A few years ago, my husband and I received a calendar with inspirational sayings. I saved this one: “Endurance is not just the ability to bear a hard thing, but to turn it into glory.”
I thought of that saying when I received resilience as my blogging topic for Asian American Women on Leadership. For although the quote doesn’t use the word resilience, that’s really what it’s all about. The quote starts with the ability to bear the hard thing—which lines up with dictionary definitions of endurance as “the ability to withstand hardship.” But the quote also goes beyond endurance to resilience—not only bearing the hard thing. but recovering from it and transforming it into something more, turning it “into glory.”
In the calendar, the author of this quote was not identified, but in a quick online search, I found the quote attributed to William Barclay. “Of course,” I thought. William Barclay was a pastor and author, well-known for his popular commentaries and other books. I had used several of his commentaries in preparing for sermons, and had always appreciated his creative and careful use of language. But what many people might not know is that he and his wife had a daughter who died when she was just twenty-one years old. I had read the story years ago in his autobiography, and after my husband died, it helped me to read that part of his story again.
Barclay’s daughter and the young man that she might have married one day were both drowned in a tragic boating accident. It was a difficult time for them as parents, but Barclay said that while God did not stop their daughter’s accident at sea, God stilled the storm in their hearts. That’s how he and his wife were able to get through that difficult time.

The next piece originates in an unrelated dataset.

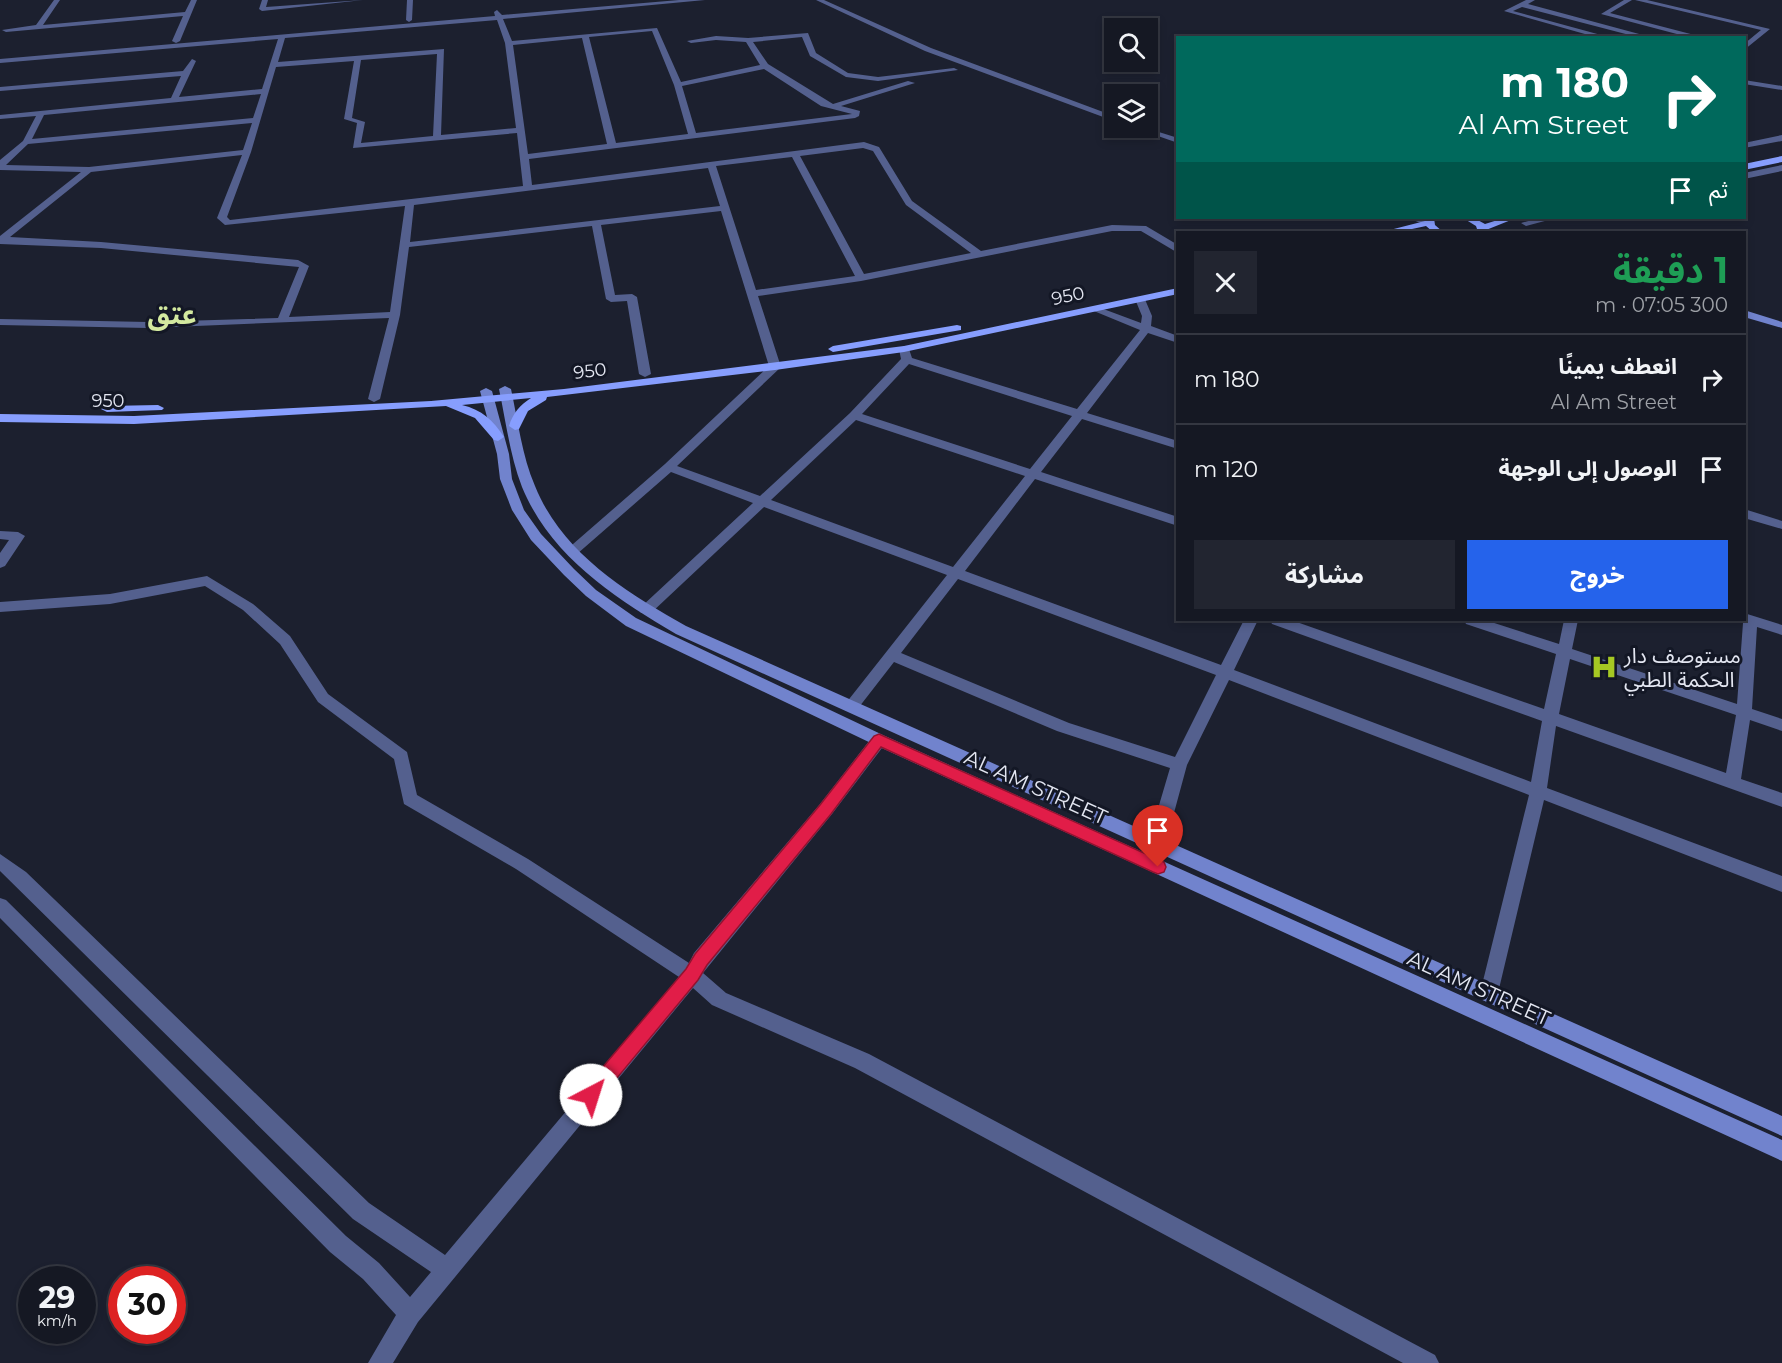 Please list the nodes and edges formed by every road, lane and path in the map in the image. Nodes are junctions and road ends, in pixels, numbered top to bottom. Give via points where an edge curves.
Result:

In A Spiritual Autobiography (William B. Eerdmans Publishing Company, 1975, page 46), Barclay wrote,
The day my daughter was lost at sea there was sorrow in the heart of God.
When things like that happen, there are just three things to be said. First, to understand them is impossible. Second, Jesus does not offer us solutions to them. What he does offer us is his strength and help somehow to accept what we cannot understand. Third, the one fatal reaction is the bitter resentment which for ever after meets life with a chip on the shoulder and a grudge against God. The one saving reaction is simply to go on living, to go on working, and to find in the presence of Jesus Christ the strength and courage to meet life with steady eyes, and to know the comfort that God too is afflicted in my affliction.
That’s the endurance to bear the hard thing and the resilience to turn it into glory. For William Barclay, that kind of resilience wasn’t just a saying. It was part of his life.
When tragedy strikes, when difficulties come our way, this witness from William Barclay encourages me, and I pray it will encourage all of us. There is sorrow too in the heart of God, who is afflicted in our affliction. So let us turn toward God and move forward with strength, courage, and faith in the One who walks with us. Amen.
This article also appears on Asian American Women on Leadership.
Writing/Reflection Prompt: What is your definition of resilience?